THE TASK: Copy each line below that contains "nodes".

Data items:
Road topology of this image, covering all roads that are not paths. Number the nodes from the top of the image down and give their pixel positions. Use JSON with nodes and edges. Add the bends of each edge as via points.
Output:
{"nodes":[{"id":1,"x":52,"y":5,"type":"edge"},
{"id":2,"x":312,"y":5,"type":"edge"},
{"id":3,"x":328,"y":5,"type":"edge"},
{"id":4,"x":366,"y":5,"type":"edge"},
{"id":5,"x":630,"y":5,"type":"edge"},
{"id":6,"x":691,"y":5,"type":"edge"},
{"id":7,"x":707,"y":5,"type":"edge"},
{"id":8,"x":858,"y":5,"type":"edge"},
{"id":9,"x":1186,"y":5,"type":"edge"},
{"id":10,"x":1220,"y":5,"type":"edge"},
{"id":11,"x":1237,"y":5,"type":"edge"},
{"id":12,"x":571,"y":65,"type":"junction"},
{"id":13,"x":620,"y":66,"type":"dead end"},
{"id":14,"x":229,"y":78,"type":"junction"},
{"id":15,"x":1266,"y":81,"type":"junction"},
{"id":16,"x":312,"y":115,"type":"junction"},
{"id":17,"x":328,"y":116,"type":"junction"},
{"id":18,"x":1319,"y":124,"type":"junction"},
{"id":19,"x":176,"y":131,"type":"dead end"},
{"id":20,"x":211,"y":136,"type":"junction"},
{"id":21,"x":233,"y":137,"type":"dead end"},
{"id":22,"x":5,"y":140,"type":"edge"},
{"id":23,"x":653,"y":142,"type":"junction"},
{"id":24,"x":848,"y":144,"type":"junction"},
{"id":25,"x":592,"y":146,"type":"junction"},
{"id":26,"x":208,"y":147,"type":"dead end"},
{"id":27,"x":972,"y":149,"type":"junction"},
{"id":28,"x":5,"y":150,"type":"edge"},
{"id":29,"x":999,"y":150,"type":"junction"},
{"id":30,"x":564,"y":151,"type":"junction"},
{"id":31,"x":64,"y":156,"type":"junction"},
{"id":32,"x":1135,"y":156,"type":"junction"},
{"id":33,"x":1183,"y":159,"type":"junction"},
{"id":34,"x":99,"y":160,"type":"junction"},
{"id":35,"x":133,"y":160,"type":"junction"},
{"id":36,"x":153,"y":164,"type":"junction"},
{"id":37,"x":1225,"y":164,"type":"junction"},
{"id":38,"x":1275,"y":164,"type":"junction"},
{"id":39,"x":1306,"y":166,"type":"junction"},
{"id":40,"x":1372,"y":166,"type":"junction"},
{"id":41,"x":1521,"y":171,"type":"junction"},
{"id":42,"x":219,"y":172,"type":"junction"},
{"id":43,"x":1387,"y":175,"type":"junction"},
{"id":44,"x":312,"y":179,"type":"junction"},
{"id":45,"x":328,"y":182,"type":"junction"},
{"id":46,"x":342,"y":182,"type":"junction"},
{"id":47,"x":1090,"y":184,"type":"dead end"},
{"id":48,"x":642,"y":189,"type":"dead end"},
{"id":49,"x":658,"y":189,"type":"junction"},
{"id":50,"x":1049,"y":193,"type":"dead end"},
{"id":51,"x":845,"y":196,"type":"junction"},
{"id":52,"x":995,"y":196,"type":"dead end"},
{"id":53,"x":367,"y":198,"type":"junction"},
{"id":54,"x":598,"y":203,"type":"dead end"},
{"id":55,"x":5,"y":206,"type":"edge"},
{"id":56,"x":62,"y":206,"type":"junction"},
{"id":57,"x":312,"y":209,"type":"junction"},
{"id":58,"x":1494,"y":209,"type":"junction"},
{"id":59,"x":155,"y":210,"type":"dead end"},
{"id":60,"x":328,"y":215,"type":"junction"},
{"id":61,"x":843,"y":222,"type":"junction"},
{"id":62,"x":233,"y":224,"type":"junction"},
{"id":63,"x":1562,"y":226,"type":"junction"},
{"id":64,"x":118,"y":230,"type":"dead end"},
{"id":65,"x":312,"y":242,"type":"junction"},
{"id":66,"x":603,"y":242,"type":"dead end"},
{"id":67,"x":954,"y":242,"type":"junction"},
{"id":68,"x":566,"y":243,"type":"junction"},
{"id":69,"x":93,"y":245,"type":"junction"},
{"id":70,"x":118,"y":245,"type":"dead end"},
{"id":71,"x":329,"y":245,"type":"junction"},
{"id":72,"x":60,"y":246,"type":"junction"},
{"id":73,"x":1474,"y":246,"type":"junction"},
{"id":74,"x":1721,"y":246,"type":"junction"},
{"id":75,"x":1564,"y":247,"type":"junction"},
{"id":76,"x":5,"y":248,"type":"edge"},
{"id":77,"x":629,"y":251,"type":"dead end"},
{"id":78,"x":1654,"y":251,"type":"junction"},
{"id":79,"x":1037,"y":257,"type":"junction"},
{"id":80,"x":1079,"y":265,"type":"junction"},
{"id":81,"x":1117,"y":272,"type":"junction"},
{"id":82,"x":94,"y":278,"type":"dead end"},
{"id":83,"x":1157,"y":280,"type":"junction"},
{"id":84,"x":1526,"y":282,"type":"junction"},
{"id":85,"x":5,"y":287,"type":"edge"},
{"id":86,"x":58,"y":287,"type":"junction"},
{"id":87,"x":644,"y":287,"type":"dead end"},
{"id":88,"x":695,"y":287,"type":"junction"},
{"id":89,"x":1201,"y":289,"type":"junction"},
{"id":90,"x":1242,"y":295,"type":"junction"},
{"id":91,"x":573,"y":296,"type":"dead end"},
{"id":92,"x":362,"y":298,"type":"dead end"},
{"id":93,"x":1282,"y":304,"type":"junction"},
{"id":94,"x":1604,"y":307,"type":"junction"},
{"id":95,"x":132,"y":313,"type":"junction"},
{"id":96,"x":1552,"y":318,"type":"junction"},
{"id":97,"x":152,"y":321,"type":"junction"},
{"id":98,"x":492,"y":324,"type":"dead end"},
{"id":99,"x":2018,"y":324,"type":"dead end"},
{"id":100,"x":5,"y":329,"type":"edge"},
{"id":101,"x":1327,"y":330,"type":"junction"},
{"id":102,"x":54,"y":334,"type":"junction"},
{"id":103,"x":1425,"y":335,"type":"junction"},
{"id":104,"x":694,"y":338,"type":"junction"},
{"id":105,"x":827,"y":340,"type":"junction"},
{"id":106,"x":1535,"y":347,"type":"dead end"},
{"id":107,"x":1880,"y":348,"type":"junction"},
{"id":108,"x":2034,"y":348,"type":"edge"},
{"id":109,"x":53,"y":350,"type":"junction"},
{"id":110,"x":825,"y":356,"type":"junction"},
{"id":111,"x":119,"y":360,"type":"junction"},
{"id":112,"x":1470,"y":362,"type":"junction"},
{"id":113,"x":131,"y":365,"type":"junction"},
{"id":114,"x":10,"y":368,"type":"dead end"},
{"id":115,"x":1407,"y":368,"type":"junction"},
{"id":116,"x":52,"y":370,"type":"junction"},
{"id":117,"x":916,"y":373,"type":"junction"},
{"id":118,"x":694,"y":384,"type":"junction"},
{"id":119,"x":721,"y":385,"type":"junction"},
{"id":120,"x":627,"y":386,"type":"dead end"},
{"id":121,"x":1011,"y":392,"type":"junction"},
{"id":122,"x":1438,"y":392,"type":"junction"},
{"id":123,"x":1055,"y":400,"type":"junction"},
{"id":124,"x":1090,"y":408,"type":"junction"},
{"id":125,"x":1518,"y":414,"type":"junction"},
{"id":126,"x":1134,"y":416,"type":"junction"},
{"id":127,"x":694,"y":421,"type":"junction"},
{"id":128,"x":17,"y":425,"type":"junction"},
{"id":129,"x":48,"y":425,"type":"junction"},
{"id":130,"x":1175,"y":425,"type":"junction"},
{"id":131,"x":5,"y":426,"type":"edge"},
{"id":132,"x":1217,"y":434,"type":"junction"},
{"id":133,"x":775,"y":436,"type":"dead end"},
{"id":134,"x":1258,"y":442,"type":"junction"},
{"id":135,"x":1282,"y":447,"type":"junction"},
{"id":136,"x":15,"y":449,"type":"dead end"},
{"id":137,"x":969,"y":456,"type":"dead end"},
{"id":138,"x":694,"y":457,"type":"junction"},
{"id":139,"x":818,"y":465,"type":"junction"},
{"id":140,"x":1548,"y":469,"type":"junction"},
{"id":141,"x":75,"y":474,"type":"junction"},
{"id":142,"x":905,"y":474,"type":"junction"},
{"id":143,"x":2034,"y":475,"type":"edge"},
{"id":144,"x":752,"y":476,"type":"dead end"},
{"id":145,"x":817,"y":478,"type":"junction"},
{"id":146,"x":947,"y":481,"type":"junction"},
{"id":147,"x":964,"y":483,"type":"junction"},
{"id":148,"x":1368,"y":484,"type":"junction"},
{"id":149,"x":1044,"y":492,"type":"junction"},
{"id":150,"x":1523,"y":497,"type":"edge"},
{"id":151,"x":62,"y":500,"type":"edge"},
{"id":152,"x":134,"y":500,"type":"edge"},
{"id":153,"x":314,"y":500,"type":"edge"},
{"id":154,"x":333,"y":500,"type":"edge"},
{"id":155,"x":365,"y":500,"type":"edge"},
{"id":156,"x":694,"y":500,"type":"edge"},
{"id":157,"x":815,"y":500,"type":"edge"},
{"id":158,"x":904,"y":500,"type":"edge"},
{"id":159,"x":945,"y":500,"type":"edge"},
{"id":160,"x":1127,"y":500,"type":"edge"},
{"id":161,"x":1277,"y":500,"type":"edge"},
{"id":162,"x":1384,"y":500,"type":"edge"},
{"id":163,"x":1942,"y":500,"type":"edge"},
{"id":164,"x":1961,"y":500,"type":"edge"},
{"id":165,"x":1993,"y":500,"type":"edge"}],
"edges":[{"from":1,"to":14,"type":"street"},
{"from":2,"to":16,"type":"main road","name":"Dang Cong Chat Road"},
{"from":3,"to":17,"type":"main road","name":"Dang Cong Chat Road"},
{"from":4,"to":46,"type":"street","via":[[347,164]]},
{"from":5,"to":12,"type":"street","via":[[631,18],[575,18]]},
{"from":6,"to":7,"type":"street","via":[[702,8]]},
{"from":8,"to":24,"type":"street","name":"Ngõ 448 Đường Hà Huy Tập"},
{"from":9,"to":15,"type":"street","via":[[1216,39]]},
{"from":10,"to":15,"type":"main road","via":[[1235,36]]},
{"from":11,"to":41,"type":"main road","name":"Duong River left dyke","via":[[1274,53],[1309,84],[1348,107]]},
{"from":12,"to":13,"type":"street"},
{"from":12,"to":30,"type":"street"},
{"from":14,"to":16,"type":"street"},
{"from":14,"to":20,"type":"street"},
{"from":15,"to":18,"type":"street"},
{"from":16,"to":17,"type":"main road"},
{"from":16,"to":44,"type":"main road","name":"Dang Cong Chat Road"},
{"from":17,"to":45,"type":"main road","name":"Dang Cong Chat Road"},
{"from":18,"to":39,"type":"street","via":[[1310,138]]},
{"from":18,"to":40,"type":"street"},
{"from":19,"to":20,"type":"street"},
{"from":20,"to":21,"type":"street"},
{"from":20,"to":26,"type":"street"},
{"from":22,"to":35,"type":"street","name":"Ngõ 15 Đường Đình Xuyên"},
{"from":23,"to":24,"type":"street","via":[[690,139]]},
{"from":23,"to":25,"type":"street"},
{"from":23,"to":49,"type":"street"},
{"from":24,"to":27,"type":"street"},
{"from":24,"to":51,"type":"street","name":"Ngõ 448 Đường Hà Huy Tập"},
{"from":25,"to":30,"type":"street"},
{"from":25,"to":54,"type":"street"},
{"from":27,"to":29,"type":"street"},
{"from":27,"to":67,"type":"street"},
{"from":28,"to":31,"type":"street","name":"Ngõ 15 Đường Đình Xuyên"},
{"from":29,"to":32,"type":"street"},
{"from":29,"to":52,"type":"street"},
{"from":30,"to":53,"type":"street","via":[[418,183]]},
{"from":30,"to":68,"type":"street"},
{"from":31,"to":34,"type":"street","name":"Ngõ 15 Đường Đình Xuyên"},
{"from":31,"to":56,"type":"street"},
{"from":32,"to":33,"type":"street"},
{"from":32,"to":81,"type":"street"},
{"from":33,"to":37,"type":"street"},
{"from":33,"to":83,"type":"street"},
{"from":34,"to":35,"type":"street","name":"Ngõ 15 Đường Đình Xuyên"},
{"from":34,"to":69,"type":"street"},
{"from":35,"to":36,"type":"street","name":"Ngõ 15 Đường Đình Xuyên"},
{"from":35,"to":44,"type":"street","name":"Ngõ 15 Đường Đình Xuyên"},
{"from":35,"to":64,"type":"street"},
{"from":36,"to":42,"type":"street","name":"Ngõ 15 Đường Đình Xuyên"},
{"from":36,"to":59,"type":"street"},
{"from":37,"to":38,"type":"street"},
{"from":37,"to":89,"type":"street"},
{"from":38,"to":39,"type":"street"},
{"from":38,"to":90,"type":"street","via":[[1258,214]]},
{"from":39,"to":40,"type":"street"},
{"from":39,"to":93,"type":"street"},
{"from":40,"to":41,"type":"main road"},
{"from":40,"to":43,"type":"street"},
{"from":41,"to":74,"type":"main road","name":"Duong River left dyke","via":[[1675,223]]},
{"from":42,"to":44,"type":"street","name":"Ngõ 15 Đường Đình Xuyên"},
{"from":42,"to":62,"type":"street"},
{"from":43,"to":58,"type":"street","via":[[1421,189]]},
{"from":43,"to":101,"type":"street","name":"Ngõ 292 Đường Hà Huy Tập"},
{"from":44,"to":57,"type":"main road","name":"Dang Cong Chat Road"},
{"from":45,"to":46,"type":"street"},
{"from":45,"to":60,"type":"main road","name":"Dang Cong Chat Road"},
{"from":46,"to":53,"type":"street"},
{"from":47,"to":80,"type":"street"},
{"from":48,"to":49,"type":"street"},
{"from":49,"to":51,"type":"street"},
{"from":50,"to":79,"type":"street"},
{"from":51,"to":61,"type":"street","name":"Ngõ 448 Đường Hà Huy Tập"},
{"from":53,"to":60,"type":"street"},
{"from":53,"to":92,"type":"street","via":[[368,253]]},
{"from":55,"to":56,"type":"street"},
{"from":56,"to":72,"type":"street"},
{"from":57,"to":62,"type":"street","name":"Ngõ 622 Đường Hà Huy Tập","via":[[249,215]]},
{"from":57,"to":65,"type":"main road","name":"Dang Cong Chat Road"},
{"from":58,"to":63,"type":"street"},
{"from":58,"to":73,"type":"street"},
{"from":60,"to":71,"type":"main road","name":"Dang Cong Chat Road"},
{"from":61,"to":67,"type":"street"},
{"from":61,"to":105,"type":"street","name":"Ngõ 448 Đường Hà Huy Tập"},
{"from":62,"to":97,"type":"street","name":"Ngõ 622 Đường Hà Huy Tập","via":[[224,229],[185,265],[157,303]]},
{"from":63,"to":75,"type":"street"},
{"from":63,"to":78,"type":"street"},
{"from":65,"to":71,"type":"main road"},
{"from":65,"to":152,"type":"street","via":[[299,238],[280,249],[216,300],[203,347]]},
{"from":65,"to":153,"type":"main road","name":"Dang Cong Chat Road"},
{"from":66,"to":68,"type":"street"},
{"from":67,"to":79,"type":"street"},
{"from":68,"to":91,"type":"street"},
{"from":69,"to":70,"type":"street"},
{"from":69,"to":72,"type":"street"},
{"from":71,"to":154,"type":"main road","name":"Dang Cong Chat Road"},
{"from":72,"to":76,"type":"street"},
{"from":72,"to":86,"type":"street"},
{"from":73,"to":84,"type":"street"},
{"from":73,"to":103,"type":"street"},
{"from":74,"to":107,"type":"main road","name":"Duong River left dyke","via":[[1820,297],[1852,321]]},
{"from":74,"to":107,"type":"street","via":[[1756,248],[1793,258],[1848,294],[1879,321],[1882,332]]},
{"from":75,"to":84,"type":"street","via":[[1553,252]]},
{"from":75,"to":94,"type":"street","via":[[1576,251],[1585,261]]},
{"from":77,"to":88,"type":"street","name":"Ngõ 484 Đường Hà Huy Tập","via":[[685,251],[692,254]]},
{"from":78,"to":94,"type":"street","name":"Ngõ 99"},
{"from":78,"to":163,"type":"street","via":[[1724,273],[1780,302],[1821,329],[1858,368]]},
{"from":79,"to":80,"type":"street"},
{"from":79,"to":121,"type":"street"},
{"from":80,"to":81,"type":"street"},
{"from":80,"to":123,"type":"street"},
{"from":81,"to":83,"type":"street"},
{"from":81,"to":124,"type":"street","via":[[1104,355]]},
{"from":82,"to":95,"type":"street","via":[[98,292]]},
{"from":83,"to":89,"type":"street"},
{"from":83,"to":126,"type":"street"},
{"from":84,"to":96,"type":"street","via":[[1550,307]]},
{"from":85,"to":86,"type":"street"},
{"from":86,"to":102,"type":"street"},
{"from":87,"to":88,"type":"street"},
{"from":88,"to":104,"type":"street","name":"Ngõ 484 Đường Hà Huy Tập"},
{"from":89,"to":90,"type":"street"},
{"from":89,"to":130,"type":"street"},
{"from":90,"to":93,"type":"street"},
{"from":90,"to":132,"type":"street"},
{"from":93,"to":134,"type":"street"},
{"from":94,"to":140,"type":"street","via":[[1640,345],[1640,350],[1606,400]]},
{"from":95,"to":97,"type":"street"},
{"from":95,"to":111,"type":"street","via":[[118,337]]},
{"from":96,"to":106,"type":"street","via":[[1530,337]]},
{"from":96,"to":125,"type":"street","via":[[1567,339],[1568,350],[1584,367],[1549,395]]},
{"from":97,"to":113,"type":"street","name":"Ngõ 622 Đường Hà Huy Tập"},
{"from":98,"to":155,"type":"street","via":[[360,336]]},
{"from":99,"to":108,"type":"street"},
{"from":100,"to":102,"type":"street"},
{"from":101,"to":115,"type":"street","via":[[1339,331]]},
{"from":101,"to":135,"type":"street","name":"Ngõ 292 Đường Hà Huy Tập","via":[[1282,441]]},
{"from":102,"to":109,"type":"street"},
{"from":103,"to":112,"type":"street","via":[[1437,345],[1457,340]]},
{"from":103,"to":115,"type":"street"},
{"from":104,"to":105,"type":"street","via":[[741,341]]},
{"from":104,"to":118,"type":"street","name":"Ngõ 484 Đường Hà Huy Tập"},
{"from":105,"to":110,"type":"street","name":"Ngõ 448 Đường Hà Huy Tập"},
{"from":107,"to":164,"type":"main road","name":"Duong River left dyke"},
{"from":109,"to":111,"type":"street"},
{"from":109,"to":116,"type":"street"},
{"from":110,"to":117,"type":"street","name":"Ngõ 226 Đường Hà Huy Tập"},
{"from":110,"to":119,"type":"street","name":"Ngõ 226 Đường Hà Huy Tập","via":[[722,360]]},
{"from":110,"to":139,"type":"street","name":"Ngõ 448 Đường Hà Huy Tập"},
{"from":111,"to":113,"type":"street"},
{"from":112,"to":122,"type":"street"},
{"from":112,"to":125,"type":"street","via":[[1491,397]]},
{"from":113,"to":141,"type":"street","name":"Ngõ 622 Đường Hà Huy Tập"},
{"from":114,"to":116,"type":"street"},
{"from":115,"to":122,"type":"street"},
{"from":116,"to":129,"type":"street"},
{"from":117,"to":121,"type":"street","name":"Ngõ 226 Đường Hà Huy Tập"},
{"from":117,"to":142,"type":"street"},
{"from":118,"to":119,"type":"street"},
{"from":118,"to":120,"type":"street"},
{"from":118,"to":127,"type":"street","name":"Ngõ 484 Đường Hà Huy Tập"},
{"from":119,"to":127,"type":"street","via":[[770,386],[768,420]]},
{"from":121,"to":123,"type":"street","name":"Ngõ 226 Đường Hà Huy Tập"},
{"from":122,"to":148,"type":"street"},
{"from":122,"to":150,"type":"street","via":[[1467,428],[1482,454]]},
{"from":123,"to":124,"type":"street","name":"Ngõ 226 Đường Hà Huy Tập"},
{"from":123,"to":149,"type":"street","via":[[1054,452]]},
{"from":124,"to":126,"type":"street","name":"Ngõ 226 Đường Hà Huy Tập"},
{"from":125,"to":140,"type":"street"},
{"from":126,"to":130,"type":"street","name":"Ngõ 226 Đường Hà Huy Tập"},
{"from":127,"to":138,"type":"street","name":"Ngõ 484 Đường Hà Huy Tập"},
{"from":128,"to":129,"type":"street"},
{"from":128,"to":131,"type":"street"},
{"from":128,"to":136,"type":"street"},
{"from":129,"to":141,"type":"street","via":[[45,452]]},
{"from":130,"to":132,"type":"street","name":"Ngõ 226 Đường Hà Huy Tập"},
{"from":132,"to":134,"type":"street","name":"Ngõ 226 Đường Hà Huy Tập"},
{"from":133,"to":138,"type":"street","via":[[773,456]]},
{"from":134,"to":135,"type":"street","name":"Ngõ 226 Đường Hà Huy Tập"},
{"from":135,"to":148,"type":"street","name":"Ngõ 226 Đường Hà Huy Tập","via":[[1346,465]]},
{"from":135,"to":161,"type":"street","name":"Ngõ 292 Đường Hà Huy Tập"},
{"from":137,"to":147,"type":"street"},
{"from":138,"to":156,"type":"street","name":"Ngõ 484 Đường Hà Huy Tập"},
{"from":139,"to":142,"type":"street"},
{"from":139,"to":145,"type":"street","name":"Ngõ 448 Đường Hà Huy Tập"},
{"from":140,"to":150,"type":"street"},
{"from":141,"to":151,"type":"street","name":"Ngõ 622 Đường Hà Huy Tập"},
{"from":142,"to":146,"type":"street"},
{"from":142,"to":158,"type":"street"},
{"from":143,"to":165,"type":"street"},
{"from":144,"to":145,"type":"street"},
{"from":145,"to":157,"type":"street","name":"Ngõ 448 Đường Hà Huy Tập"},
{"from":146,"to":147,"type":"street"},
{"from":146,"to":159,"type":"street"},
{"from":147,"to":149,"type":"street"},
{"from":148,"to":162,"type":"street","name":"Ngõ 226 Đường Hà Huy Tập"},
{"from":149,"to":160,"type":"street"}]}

TASK OUTPUT:
Road topology of this image, covering all roads that are not paths. Number the nodes from the top of the image down and give their pixel positions. Use JSON with nodes and edges. Add the bends of each edge as via points.
{"nodes":[{"id":1,"x":52,"y":5,"type":"edge"},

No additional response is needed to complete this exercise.